The Real Danger Posed by Rupert Murdoch
By Alex Gross
Author, The Untold Sixties

Many Americans may not fully understand what role Rupert Murdoch's News of the World played in English life and why its departure is so long overdue. In the same way many Americans may not fully understand what role Murdoch's
Fox News has played in our own country. Nor how remarkably similar, despite all the seeming differences,
these two invasions into our national lives have been.

Let's start by explaining how News of the World looked on
a typical English newsstand. Americans are accustomed to seeing the weekly National Enquirer and its imitators on sale, but on almost all newsstands they will be found in their own section, away from genuine newspapers. Or perhaps we'll see them only at our supermarket checkout counters. Yes, we certainly know the Enquirer exists, but we also know that it's not the same as a real newspaper.

Not so in England. On British newsstands News of the World regularly appeared in the very same place as genuine Sunday newspapers, right next to them, on the very same bench as The Observer, the Sunday Telegraph, and the Sunday Times. But the last three can at least lay claim to being legitimate newspapers (though Murdoch now owns even the Sunday Times). But News of the World was alway filled with photos of near-naked women and celebrity gossip to an extent that might make even the editors of the National Enquirer blush.  


Nor did it sit alone on that bench, right next to where it lay you'll still find The People, remarkably similar in tone, along with the Sunday Mirror and the Sunday Mail, only slightly less offensive.

Some of this may come as a shock to many Americans.  That's because over the years a unique kind of love-hate relationship has grown up between Britain and the US. It's also because the two nations, even though they share a language and centuries of history, are so different in so many ways. I grew up only too familiar with this relationship in an Anglo-American family, with my American mother constantly at odds with my British father and my very British half-sister.

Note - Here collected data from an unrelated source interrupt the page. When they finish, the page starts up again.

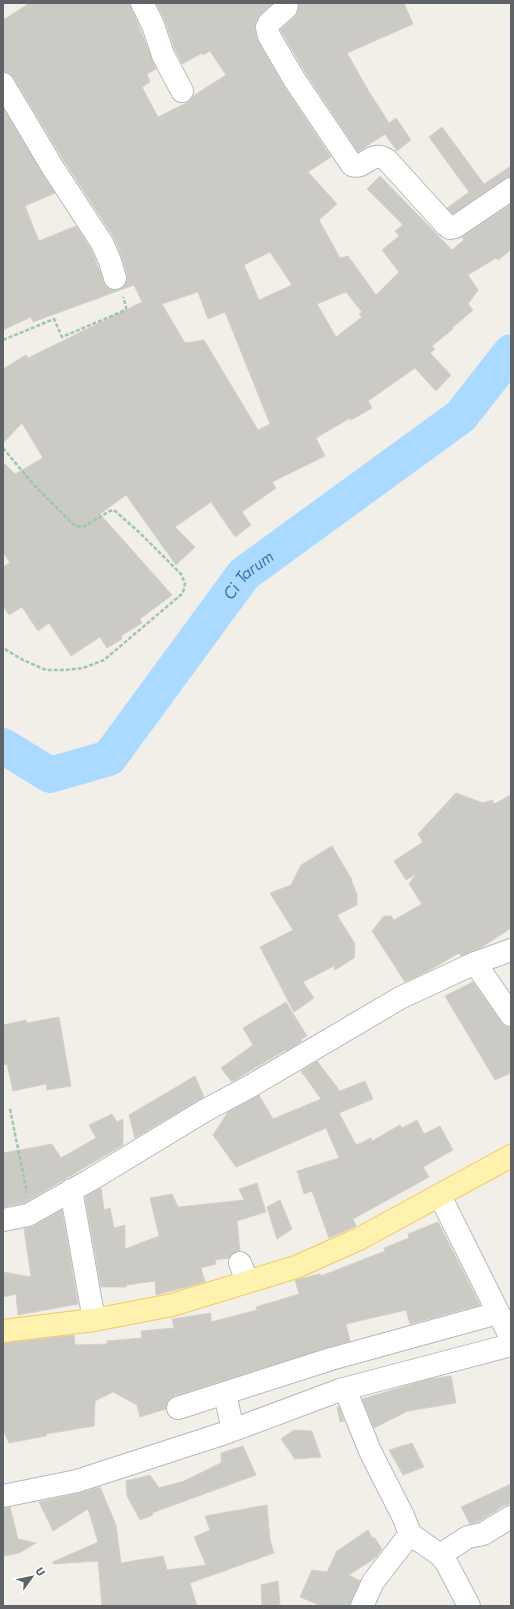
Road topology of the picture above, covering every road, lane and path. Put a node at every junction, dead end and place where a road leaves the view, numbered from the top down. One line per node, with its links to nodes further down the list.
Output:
1 (142, 3): 4 (street)
2 (287, 3): 5 (street)
3 (3, 84): 6 (street)
4 (182, 91)
5 (511, 189)
6 (115, 278): 7 (path)
7 (3, 340)
8 (3, 448): 9 (path)
9 (3, 648)
10 (511, 950): 11 (street)
11 (475, 963): 12 (street); 15 (street)
12 (511, 1015)
13 (10, 1109): 17 (path)
14 (511, 1156): 16 (main road)
15 (72, 1195): 17 (street); 19 (street)
16 (440, 1196): 19 (main road); 20 (street)
17 (28, 1215): 18 (street)
18 (3, 1220)
19 (94, 1320): 21 (main road)
20 (503, 1324): 23 (street)
21 (3, 1331)
22 (511, 1345): 24 (street)
23 (331, 1362): 24 (street); 25 (street)
24 (341, 1388): 27 (street); 30 (street)
25 (225, 1397): 26 (street); 27 (street)
26 (178, 1408)
27 (232, 1427): 28 (street)
28 (3, 1496)
29 (511, 1517): 31 (street)
30 (410, 1534): 31 (street); 32 (street)
31 (440, 1555): 33 (street)
32 (362, 1606)
33 (469, 1606)

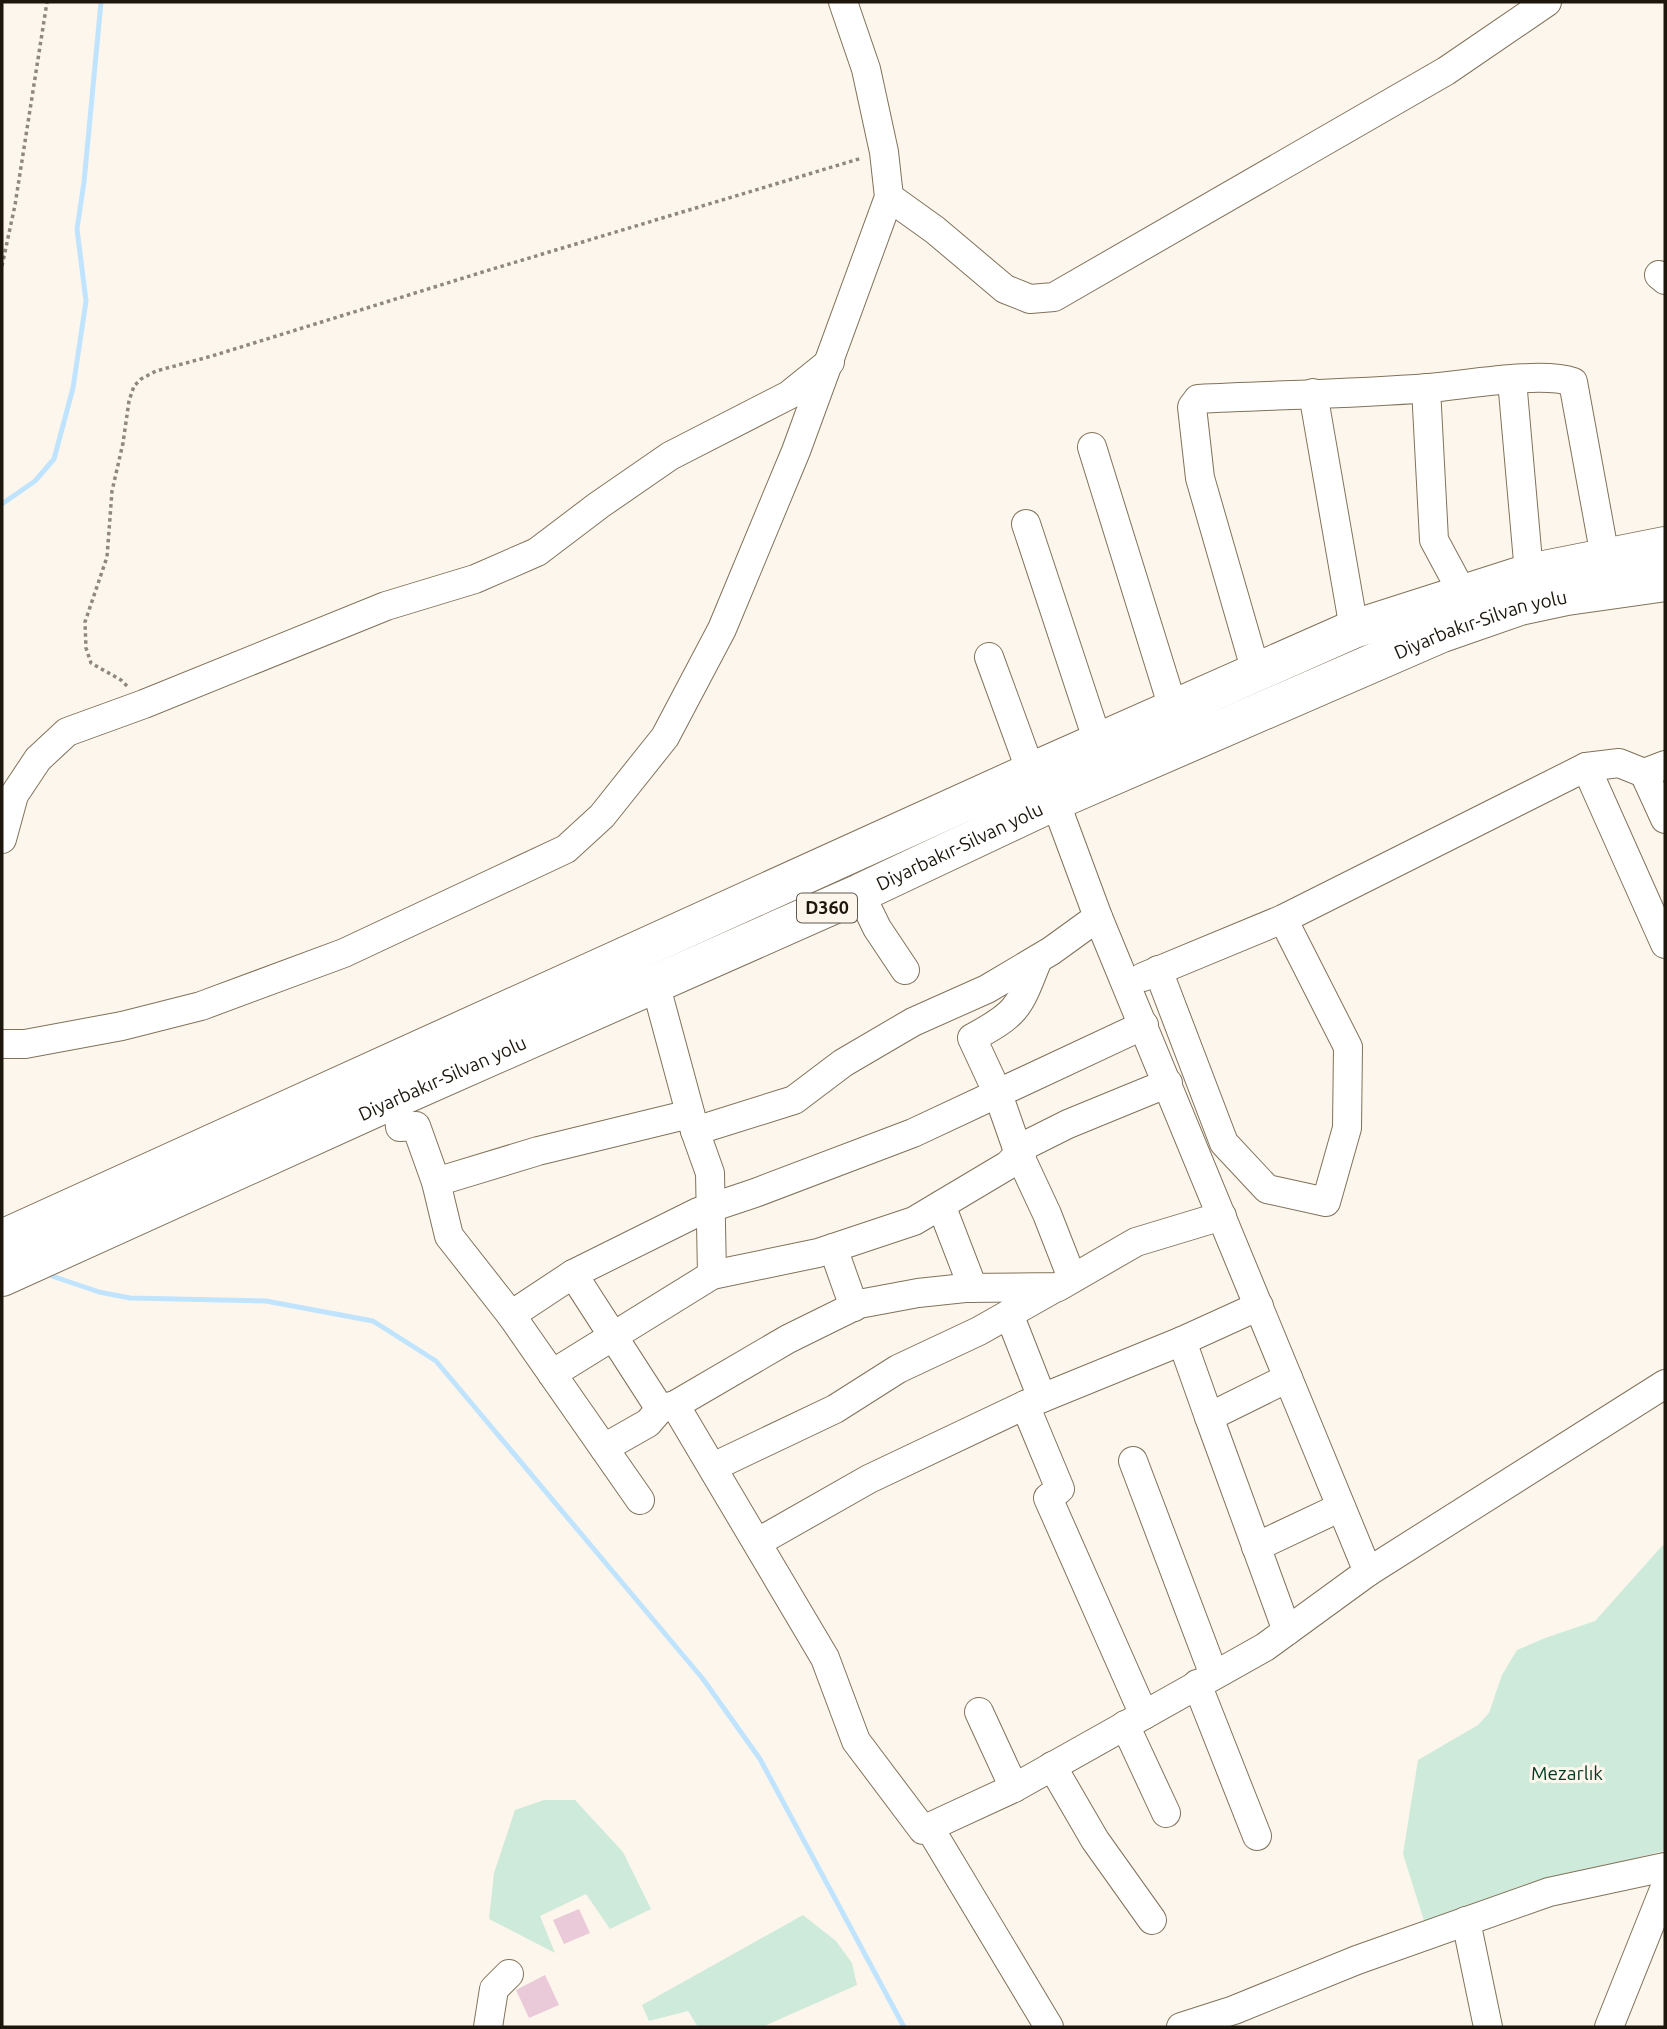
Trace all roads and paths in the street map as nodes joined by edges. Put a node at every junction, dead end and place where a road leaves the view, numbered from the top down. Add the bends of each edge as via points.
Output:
1 (47, 2) edge
2 (843, 2) edge
3 (1547, 2) edge
4 (884, 152) junction
5 (889, 197) junction
6 (2, 267) edge
7 (830, 362) junction
8 (1512, 380) junction
9 (1426, 388) junction
10 (1312, 393) junction
11 (1093, 447) dead end
12 (1026, 524) dead end
13 (1665, 546) edge
14 (1605, 557) junction
15 (1529, 573) junction
16 (1665, 582) edge
17 (1463, 594) junction
18 (1354, 629) junction
19 (989, 657) dead end
20 (1256, 672) junction
21 (144, 704) junction
22 (1173, 708) junction
23 (1098, 742) junction
24 (1586, 767) junction
25 (1655, 769) edge
26 (1031, 772) junction
27 (1055, 801) junction
28 (1665, 819) edge
29 (2, 839) edge
30 (860, 893) junction
31 (1098, 917) junction
32 (1283, 919) junction
33 (1665, 944) edge
34 (1038, 959) junction
35 (905, 970) dead end
36 (1158, 970) junction
37 (655, 983) junction
38 (1127, 983) junction
39 (1144, 1026) junction
40 (2, 1044) edge
41 (1168, 1083) junction
42 (998, 1094) junction
43 (397, 1098) junction
44 (693, 1122) junction
45 (1019, 1154) junction
46 (436, 1182) junction
47 (940, 1205) junction
48 (711, 1208) junction
49 (1222, 1216) junction
50 (2, 1239) edge
51 (833, 1248) junction
52 (573, 1274) junction
53 (712, 1275) junction
54 (2, 1277) edge
55 (1065, 1282) junction
56 (973, 1288) junction
57 (1259, 1306) junction
58 (854, 1307) junction
59 (1009, 1314) junction
60 (511, 1315) junction
61 (613, 1336) junction
62 (1182, 1341) junction
63 (552, 1374) junction
64 (1288, 1378) junction
65 (1665, 1384) edge
66 (1033, 1401) junction
67 (668, 1407) junction
68 (1209, 1417) junction
69 (604, 1448) junction
70 (1133, 1461) dead end
71 (713, 1467) junction
72 (640, 1500) dead end
73 (1341, 1507) junction
74 (758, 1542) junction
75 (1256, 1547) junction
76 (1368, 1572) junction
77 (1287, 1631) junction
78 (1206, 1680) junction
79 (979, 1712) dead end
80 (1134, 1720) junction
81 (1052, 1766) junction
82 (1014, 1788) junction
83 (1166, 1813) dead end
84 (929, 1827) junction
85 (1256, 1836) dead end
86 (1665, 1867) edge
87 (1665, 1887) edge
88 (1152, 1920) dead end
89 (1466, 1921) junction
90 (509, 1974) dead end
91 (488, 2027) edge
92 (1049, 2027) edge
93 (1181, 2027) edge
94 (1488, 2027) edge
95 (1609, 2027) edge

1 - 6 path
2 - 4 street via 866,69
3 - 5 street via 1446,71 1054,297 1030,299 1005,289
4 - 5 street
4 - 21 path via 156,370 141,379 129,401 112,491 107,557 85,622 92,663 121,680
5 - 7 street
7 - 21 street via 789,395 670,456 537,552 475,579 386,606
7 - 40 street via 722,629 665,737 603,816 566,849 344,953 201,1006 122,1026
8 - 9 street
8 - 14 street via 1560,378 1573,382
8 - 15 street
9 - 10 street
9 - 17 street via 1434,540
10 - 18 street
10 - 20 street via 1198,399 1192,407 1200,478
11 - 22 street
12 - 23 street
13 - 14 highway, Diyarbakır-Silvan yolu / D360
14 - 15 highway, Diyarbakır-Silvan yolu / D360
15 - 17 highway, Diyarbakır-Silvan yolu / D360
16 - 27 highway, Diyarbakır-Silvan yolu / D360 via 1520,606 1442,633
17 - 18 highway, Diyarbakır-Silvan yolu / D360
18 - 20 highway, Diyarbakır-Silvan yolu / D360
19 - 26 street
20 - 22 highway, Diyarbakır-Silvan yolu / D360
21 - 29 street via 67,733 38,759 15,795
22 - 23 highway, Diyarbakır-Silvan yolu / D360
23 - 26 highway, Diyarbakır-Silvan yolu / D360
24 - 25 street via 1619,763
24 - 32 street
24 - 33 street
25 - 28 street
26 - 50 highway, Diyarbakır-Silvan yolu / D360
27 - 30 highway, Diyarbakır-Silvan yolu / D360
27 - 31 street
30 - 35 street
30 - 37 highway, Diyarbakır-Silvan yolu / D360
31 - 34 street
31 - 38 street
32 - 36 street
32 - 36 street via 1348,1047 1347,1128 1326,1202 1267,1189 1224,1143
34 - 42 street via 1022,1002 1004,1021 972,1038
34 - 44 street via 987,989 913,1022 843,1063 794,1100
36 - 38 street
37 - 43 highway, Diyarbakır-Silvan yolu / D360
37 - 44 street
38 - 39 street
39 - 41 street
39 - 42 street
41 - 45 street via 1069,1124 1028,1144
41 - 49 street
42 - 45 street
42 - 48 street via 913,1133
43 - 46 street via 400,1127 416,1126
43 - 54 highway, Diyarbakır-Silvan yolu / D360
44 - 46 street via 538,1151
44 - 48 street via 710,1173
45 - 47 street
45 - 55 street via 1048,1214
46 - 60 street via 449,1236
47 - 51 street via 914,1221
47 - 56 street
48 - 52 street
48 - 53 street
49 - 55 street via 1136,1242
49 - 57 street
51 - 53 street
51 - 58 street
52 - 60 street
52 - 61 street
53 - 61 street
55 - 56 street
55 - 59 street
56 - 58 street via 918,1293
57 - 62 street
57 - 64 street
58 - 67 street
59 - 66 street
59 - 71 street via 898,1369 835,1409
60 - 63 street
61 - 63 street
61 - 67 street
62 - 66 street
62 - 68 street
63 - 69 street
64 - 68 street
64 - 73 street
65 - 76 street
66 - 74 street via 869,1479
66 - 80 street via 1060,1489 1048,1498
67 - 69 street
67 - 71 street
68 - 75 street
69 - 72 street
70 - 78 street
71 - 74 street
73 - 75 street
73 - 76 street
74 - 84 street via 825,1658 856,1741 923,1830
75 - 77 street
76 - 77 street
77 - 78 street
78 - 80 street
78 - 85 street
79 - 82 street
80 - 81 street
80 - 83 street
81 - 82 street
81 - 88 street via 1095,1840
82 - 84 street
84 - 92 street
86 - 89 street via 1549,1892
87 - 95 street
89 - 93 street
89 - 94 street
90 - 91 street via 494,1989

This love-hate has always been based on a special kind of
unrealism, on the notion, shared by many Americans and Britons alike, that the British are somehow more sophisticated and cultivated than Americans, that they
manage affairs in more tactful and dignified ways than Americans do. Even though this view has been jolted in
recent years by the emergence of obscenity-shouting,
beer-swilling footballers, this comparison still hangs on
in many quarters.

The entire News of the World affair is likely to jolt this image even further out of focus. There's nothing wrong with a bit of sensuality in the news, even a bit of ribaldry. Benjamin Franklin, one of the most famous American journalists, clearly enjoyed his more sensual side and even wrote about how to  manage a mistress, but he was also a scientist, a diplomat, and an astute politician.

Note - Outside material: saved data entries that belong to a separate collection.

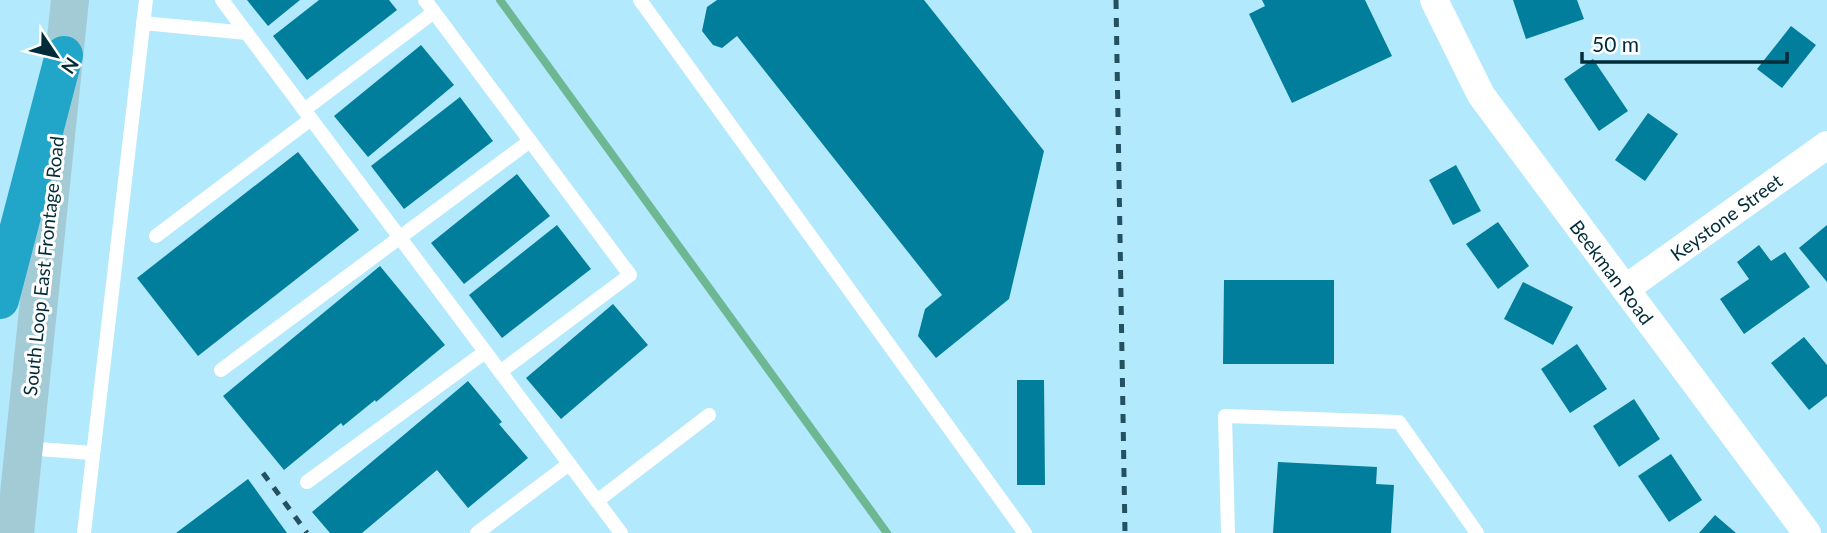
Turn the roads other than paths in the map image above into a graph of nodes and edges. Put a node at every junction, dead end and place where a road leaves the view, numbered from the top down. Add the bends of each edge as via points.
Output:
1 (70, 0) edge
2 (146, 0) edge
3 (222, 0) edge
4 (425, 0) edge
5 (640, 0) edge
6 (1434, 0) edge
7 (434, 12) junction
8 (143, 23) junction
9 (247, 33) junction
10 (64, 55) junction
11 (308, 114) junction
12 (530, 141) junction
13 (1827, 145) edge
14 (156, 236) dead end
15 (400, 238) junction
16 (1625, 289) junction
17 (0, 300) edge
18 (485, 352) junction
19 (221, 370) dead end
20 (500, 372) junction
21 (709, 415) dead end
22 (24, 448) junction
23 (93, 453) junction
24 (569, 464) junction
25 (307, 482) dead end
26 (597, 501) junction
27 (15, 533) edge
28 (84, 533) edge
29 (477, 533) edge
30 (621, 533) edge
31 (1026, 533) edge
32 (1228, 533) edge
33 (1477, 533) edge
34 (1807, 533) edge

1 - 10 main road, South Loop East Frontage Road
2 - 8 lane
3 - 9 lane
4 - 7 lane
5 - 31 lane
6 - 16 street, Beekman Road via 1480,95
7 - 11 lane
7 - 12 lane
8 - 9 lane
8 - 23 lane
9 - 11 lane
10 - 17 highway
10 - 22 main road, South Loop East Frontage Road
11 - 14 lane
11 - 15 lane
12 - 15 lane
12 - 20 lane via 630,275
13 - 16 street, Keystone Street
15 - 18 lane
15 - 19 lane
16 - 34 street, Beekman Road
18 - 20 lane
18 - 25 lane
20 - 24 lane
21 - 26 lane
22 - 23 lane
22 - 27 main road, South Loop East Frontage Road
23 - 28 lane
24 - 26 lane
24 - 29 lane
26 - 30 lane
32 - 33 lane via 1225,415 1399,422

Franklin himself actually worked as a reporter and wrote
perfectly straight news stories on crime, legal matters, and
natural disasters. He understood the difference between
neutral reporting and sensual titillation. As surprising as it
may be to Americans, much of English journalism has failed
to observe this difference and has long sought a lower level
than its American counterpart.

Not just Murdoch's papers but much of the English press has
featured a rough he-man's view, favoring simplistic notions
of society, politics, and sex. Far too much of English journalism has always been less concerned with Benjamin
Franklin than with Benny Hill.

Murdoch was clever enough to recognize that this view of 
journalism could not enjoy the same success in America. But
he has come as close as possible to achieving the same goal.
At Fox News he has merely adapted the very same approach
with remarkably few changes. Here too simplistic notions of
society, politics, and sex are the rule, while the appeal to the
he-man mindset is only too evident in the TV personalities
of Bill O'Reilly and Sean Hannity.

Both broadcasters make no secret of their tough-guy approach to world politics. They are constantly urging their
audience to suppose that US and foreign events are easy to
understand, so easy that their audience can readily grasp
them and are certain to agree with O'Reilly and Hannity on
the details.

Most important, just as constant lies and cover-ups have
been the rule during the English scandal, deep, vast, and
unending lies have saturated Fox from the very outset. 
O'Reilly, Hannity, and everyone on the channel have never
stopped intoning the whopper that Fox is "fair and
balanced," even though some of their own newscasters have
conceded that it mainly serves as a mouthpiece for the right
wing of the Republican Party. 

Not to mention the continual Fox claim that "We Report,
You Decide," when in fact they have already decided what
audience members are meant to decide. They continually
impose their stamp of what reality is supposed to be for
Americans just as surely as News of the World has done for
Britons.

Almost all Americans are well aware that Fox was largely
responsible for the birth of the so-called "Tea Party," that
they actually nursed and incited its growth at every turn,
culminating in the recent off-year election. Most of the
members of this party are clearly ignorant of history,
geography, economics, and science, they are swayed by
simplistic faith-based beliefs dictated to them by Fox News.
Just as News of the World has been guilty of breaking the
law in England, so Fox News has played so fast and loose
with journalistic standards in the US that there are grounds
for believing it has set out to undermine and destroy the
guarantees for freedom of the press enshrined in the
Constitution.

Thomas Jefferson was so deeply concerned that the
Constitution should protect freedom of the press that he
persuaded James Madison to compose the "Bill of Rights."
He went even further when he wrote: "Were it left to me to
decide whether we should have a government without
newspapers, or newspapers without a government, I should
not hesitate a moment to prefer the latter."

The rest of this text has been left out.